De pronto se arrodilló en el piso y gateando ahora como un felino se subió al sillón y comenzó a hablar y dijo
- En este lugar se funde lo necesario con lo innecesario”- y se quedó dormido.
Me preocupé al comienzo pensando lo peor, me acerqué pero Edy estaba tan vivo como yo, respiraba lenta y pausadamente, me tranquilicé y recordé que las instrucciones que habíamos recibido indicaban claramente que el “dividido” no debía ser despertado con grave riesgo.
Las instrucciones eran enviadas por correo a una casilla que habíamos abierto los integrantes del “Capítulo X” junto a Edy, Bautista Oliva y otros cuyos nombres no me atrevo a divulgar.
Al comienzo creímos que era todo un juego o un pasatiempo original y así nos manejamos, ¡ingenuos!.
Esto era en serio, demasiado serio.
El Capítulo X, conformado por nosotros, el Grupo de los Abedules y los integrantes del Bando del Amor respondíamos al Doctor Estilson, al que solo conocíamos por su voz en el teléfono al que nos llamaba, siempre por cobrar.
El Doctor Estilson siempre daba instrucciones muy claras: primero tal después tal otro, en el orden adecuado y sin saltear ninguna etapa.
Así es que fuimos recibiendo los datos que completaban nuestra instrucción.
Cuando Edy despertó doce horas mas tarde y vi su expresión comprendí que no había vuelta atrás.
Dejé que hiciera el ritual de quemar el bonete y despedazar la pipa mientras le preparaba un té de jazmín que sabía que le gustaba.
Yo me preguntaba a menudo como es que me había involucrado en estos asuntos, o mas bien cual era el motivo que me empujaba a lanzarme en este abismo y a relativizar la importancia de mis actividades cotidianas.
Recordé entonces que cuando era pequeño y vivía en un acomodado sector de la hermosa y vieja ciudad de Viena, mi padre solía llevarme al parque y me mostraba toda clase de insectos, mientras me explicaba las maravillas del funcionamiento de la naturaleza.
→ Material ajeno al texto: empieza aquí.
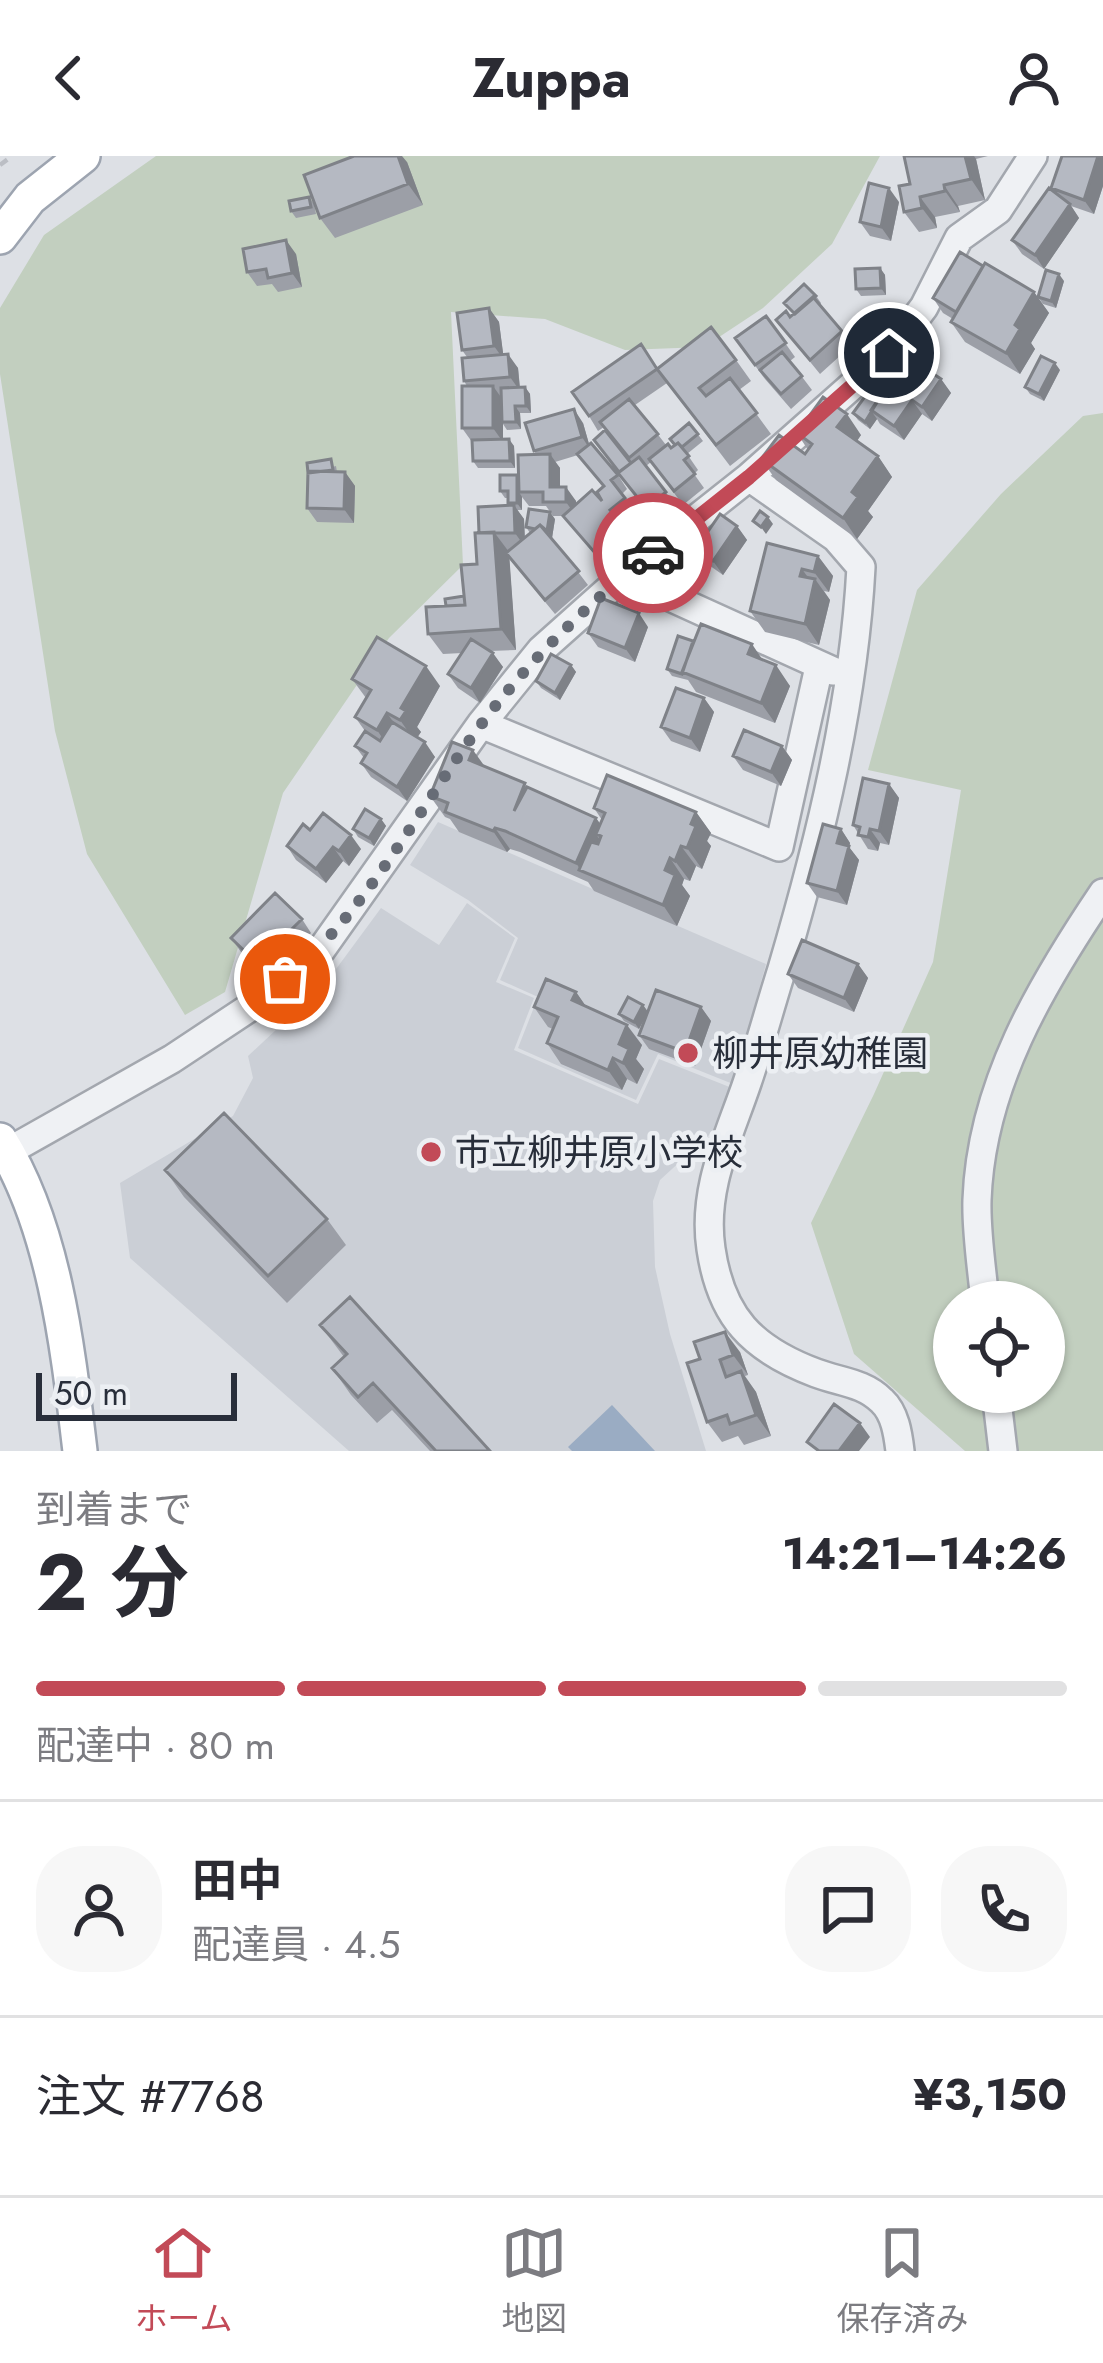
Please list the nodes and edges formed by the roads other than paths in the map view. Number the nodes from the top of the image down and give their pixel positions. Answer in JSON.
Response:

Recuerdo que detestaba esas salidas, no solo porque temía a mi padre, al que veía como un enorme oso colorado con sus sacones largos y sus bufandas interminables, sino también porque me daba lo mismo un insecto que una flor rara, una mariposa o un tronco viejo.
¡Que me importaba el tiempo en que se tardaba un gusano en tener cría!.
O la cantidad de pistilos de la flor de los alpes, yo solo quería volver a casa y jugar con una máquina de coser vieja y sin aguja que mi tía Briggitte tenía en un desván y que me prestaba a condición de que tomara toda la merienda. Pensaba en esto cuando Edy entró por la puerta, muy pálido pero sonriendo y me dijo
- Muster, ya llegamos- Lo miré un instante y creía ver que había dos Edy, uno el habitual de carne y hueso y otro mas violáceo que estaba como superpuesto al Edy vivo, y que parecía salir y entrar del cuerpo de mi compañero.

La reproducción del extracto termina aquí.